There's just one problem: Housing inventory is so limited that you may have a hard time getting an offer accepted. In fact, homes on the market today commonly end up in bidding wars, where buyers have to one-up each other on the price. The frustrating thing in that scenario is you could make an offer above a seller's asking price and still have it rejected.
That said, there are things you can do to increase your chances of getting your offer accepted. One idea is to pay for a home in cash instead of getting a mortgage. That's sure to expedite the closing process, which is a good thing for sellers. But let's be realistic -- how many of us can really afford to buy a home outright?
Another tactic is to get pre-approved for a mortgage. That sends the message you're a serious buyer whose home loan is likely to come through (though it's technically not guaranteed). But the problem here is that getting pre-approved is something other buyers might think about, too.
Still, there's one final tactic you could employ that may increase your chances of landing a home in today's tight market -- offering a higher earnest deposit.
It pays to be generous with earnest money
Earnest money is the deposit you pay to a seller when you make an offer on a home. That money goes into a special escrow account and stays there until your transaction is complete. If you attempt to back out of the deal for a reason your purchase contract doesn't allow for, the seller is allowed to keep your earnest deposit.
Here's how that might work: Normally, a real estate contract will include a clause allowing the buyer to back out of a deal if a home inspection reveals problems the seller won't fix. In that case, you wouldn't lose your earnest money for not completing the sale. But if you were to enter into a purchase contract and then find a better home two weeks later, backing out of the first deal would give your seller the right to keep your earnest money.

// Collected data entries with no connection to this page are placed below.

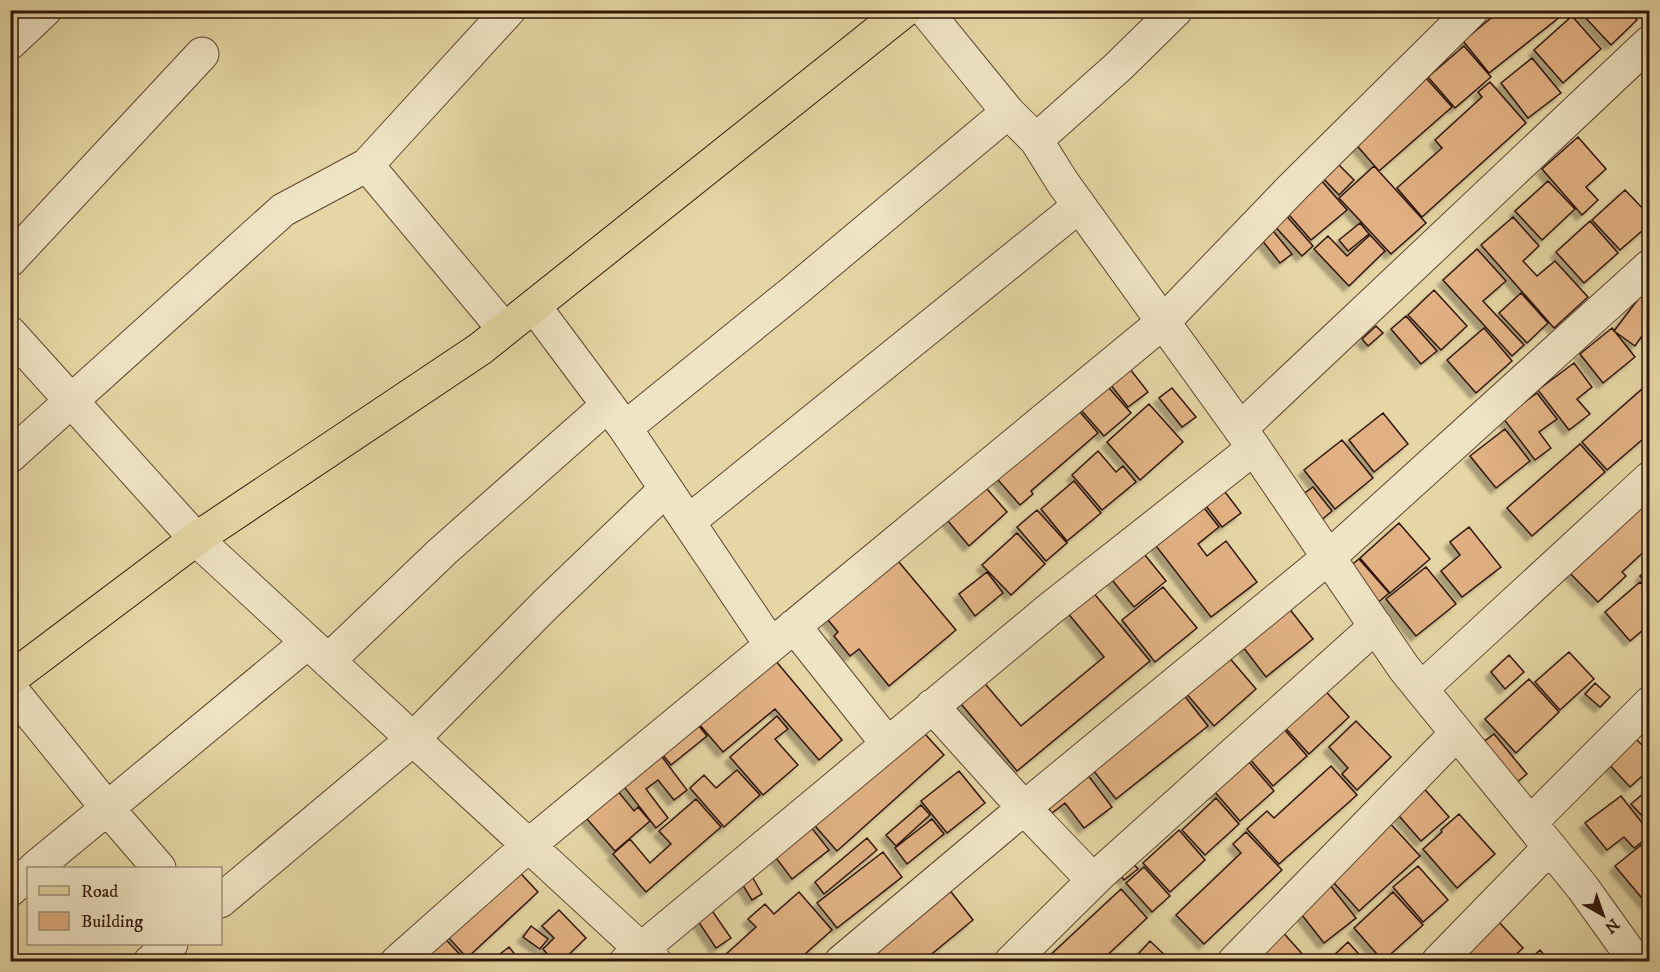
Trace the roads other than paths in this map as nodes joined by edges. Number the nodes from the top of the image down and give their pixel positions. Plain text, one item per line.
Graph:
1 (45, 10) edge
2 (509, 10) edge
3 (905, 10) edge
4 (925, 10) edge
5 (1176, 10) edge
6 (1472, 10) edge
7 (1650, 42) edge
8 (10, 43) edge
9 (202, 54) dead end
10 (1008, 112) junction
11 (1036, 140) junction
12 (367, 165) junction
13 (1078, 206) junction
14 (10, 260) edge
15 (1650, 266) edge
16 (534, 306) junction
17 (1162, 322) junction
18 (504, 329) junction
19 (10, 333) edge
20 (72, 401) junction
21 (616, 416) junction
22 (1247, 439) junction
23 (10, 456) edge
24 (1650, 478) edge
25 (666, 489) junction
26 (688, 522) junction
27 (196, 539) junction
28 (1329, 557) junction
29 (1376, 627) junction
30 (783, 636) junction
31 (318, 651) junction
32 (10, 679) edge
33 (10, 688) edge
34 (1421, 689) junction
35 (1650, 703) edge
36 (933, 706) junction
37 (1457, 733) junction
38 (413, 739) junction
39 (887, 743) junction
40 (107, 808) junction
41 (1024, 808) junction
42 (1540, 835) junction
43 (528, 845) junction
44 (36, 867) edge
45 (158, 867) edge
46 (27, 875) edge
47 (1093, 880) junction
48 (10, 890) edge
49 (222, 900) edge
50 (170, 945) edge
51 (641, 957) edge
52 (150, 962) edge
53 (397, 962) edge
54 (841, 962) edge
55 (1011, 962) edge
56 (1234, 962) edge
57 (1438, 962) edge
58 (1636, 962) edge

1 - 8 street
2 - 12 street
3 - 16 main road
4 - 10 street
5 - 11 street
6 - 17 street
7 - 22 street
9 - 14 street
10 - 11 street
10 - 21 street
11 - 13 street
12 - 18 street
12 - 20 street
13 - 17 street
13 - 26 street
15 - 28 street
16 - 18 main road
16 - 21 street
17 - 22 street
17 - 30 street
18 - 27 main road
19 - 20 street
20 - 23 street
20 - 27 street
21 - 25 street
21 - 31 street
22 - 28 street
22 - 36 street
24 - 34 street
25 - 26 street
25 - 38 street
26 - 30 street
27 - 31 street
27 - 32 main road
28 - 29 street
28 - 41 street
29 - 34 street
29 - 47 street
30 - 39 street
30 - 43 street
31 - 38 street
31 - 40 street
33 - 40 street
34 - 37 street
35 - 42 street
36 - 39 street
36 - 41 street
37 - 42 street
37 - 56 street
38 - 43 street
38 - 49 street
39 - 51 street
40 - 44 street
40 - 45 street
41 - 47 street
41 - 54 street
42 - 57 street
42 - 58 street
43 - 51 street
43 - 53 street
46 - 48 street
47 - 55 street
50 - 52 street

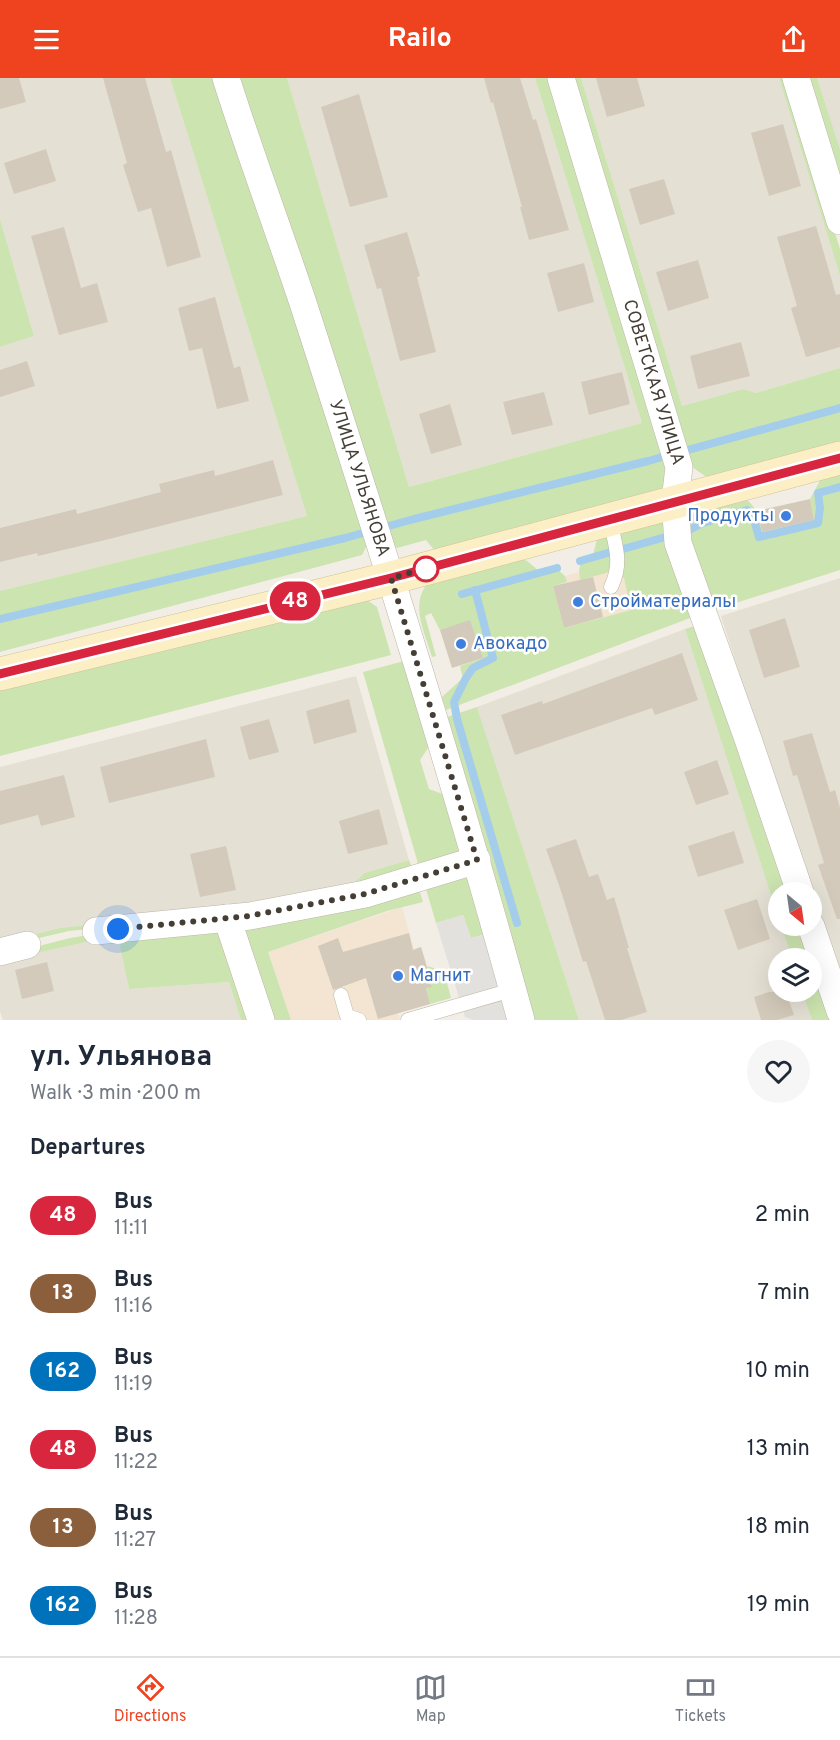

Normally, an earnest deposit is around 1% to 5% of the cost of the home you're buying. For a $300,000 home, for example, you'd put down $3,000 to $15,000. But if you want to give yourself an edge in today's market, you could consider putting down an even higher deposit -- say, 6% to 8%. That tells your seller you really want to see your contract through.
Keep in mind that if your purchase goes off without a hitch, your earnest money will simply be removed from its escrow account and applied to your down payment. But if you're willing to fork over a more generous sum up front, it could be just the thing to get a seller to say yes.
Give yourself an edge
Many prospective homebuyers have been frustrated with their lack of success in getting an offer accepted. If that's been your experience, consider upping your earnest deposit the next time you see a home you want to buy. It could make a world of a difference.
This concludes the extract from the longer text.